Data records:
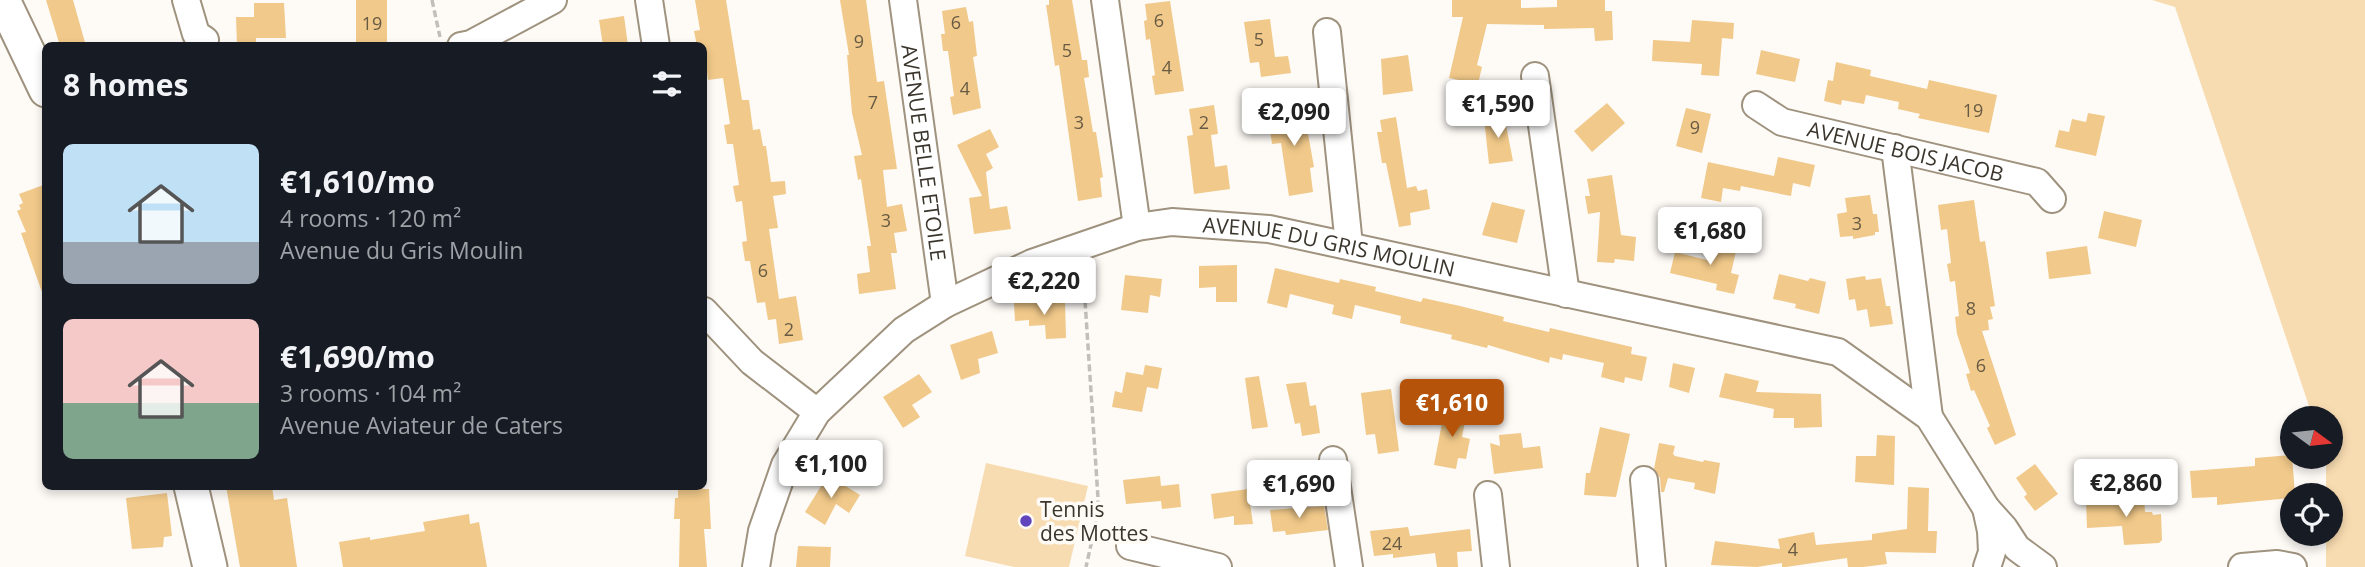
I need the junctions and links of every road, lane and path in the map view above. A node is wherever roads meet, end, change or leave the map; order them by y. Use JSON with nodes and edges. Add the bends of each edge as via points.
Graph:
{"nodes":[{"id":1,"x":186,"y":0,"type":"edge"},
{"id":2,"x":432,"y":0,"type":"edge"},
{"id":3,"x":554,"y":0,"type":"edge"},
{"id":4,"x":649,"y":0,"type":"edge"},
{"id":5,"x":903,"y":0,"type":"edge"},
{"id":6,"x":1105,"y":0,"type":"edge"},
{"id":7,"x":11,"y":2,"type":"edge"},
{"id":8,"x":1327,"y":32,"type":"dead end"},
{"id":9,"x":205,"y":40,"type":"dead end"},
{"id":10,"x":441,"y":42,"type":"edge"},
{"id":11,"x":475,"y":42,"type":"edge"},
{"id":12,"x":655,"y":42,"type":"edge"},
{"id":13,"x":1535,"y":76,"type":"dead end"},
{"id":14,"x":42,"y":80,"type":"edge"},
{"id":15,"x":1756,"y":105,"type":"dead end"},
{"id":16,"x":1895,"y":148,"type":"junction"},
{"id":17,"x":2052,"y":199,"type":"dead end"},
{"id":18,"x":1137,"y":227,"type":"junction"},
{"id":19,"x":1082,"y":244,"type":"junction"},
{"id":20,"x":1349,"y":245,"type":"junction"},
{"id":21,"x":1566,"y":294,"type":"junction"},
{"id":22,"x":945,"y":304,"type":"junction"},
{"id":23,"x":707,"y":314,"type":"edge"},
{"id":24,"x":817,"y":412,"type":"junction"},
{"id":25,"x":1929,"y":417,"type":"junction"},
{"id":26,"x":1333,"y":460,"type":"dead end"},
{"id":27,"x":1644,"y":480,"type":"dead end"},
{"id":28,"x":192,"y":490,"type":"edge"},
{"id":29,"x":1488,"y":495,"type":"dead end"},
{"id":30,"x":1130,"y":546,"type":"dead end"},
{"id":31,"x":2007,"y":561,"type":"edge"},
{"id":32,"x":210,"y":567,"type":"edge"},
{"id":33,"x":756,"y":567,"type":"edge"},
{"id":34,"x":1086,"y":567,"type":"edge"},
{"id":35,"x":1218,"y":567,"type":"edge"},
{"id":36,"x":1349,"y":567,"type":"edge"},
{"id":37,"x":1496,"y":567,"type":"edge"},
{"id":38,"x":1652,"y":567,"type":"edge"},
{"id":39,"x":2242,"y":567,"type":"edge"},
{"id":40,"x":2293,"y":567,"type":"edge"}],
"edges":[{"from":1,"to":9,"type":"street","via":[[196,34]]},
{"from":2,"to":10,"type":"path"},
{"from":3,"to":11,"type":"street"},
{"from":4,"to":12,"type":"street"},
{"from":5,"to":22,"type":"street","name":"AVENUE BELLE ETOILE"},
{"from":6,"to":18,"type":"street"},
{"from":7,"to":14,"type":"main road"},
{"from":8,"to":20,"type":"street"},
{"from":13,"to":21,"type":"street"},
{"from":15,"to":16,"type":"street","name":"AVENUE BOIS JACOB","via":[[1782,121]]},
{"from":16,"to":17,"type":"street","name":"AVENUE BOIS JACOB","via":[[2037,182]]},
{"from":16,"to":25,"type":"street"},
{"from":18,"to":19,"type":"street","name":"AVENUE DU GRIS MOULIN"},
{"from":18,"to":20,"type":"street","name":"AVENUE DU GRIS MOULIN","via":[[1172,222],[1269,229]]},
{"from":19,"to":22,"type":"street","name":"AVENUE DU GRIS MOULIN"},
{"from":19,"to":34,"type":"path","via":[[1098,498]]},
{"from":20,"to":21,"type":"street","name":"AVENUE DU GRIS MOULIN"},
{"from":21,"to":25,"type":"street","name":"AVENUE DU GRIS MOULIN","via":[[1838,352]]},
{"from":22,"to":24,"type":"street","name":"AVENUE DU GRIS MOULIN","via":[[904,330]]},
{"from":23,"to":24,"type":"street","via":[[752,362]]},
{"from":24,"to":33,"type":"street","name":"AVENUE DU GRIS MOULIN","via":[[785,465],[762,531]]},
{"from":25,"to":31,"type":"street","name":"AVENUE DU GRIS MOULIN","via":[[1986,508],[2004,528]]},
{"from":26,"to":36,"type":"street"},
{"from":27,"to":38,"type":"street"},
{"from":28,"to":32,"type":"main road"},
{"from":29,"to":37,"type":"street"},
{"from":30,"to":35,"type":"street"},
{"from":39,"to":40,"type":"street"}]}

■ Work required:
Make a copy of each line in the records above that has the word "BOIS".

■ The answer:
{"from":15,"to":16,"type":"street","name":"AVENUE BOIS JACOB","via":[[1782,121]]},
{"from":16,"to":17,"type":"street","name":"AVENUE BOIS JACOB","via":[[2037,182]]},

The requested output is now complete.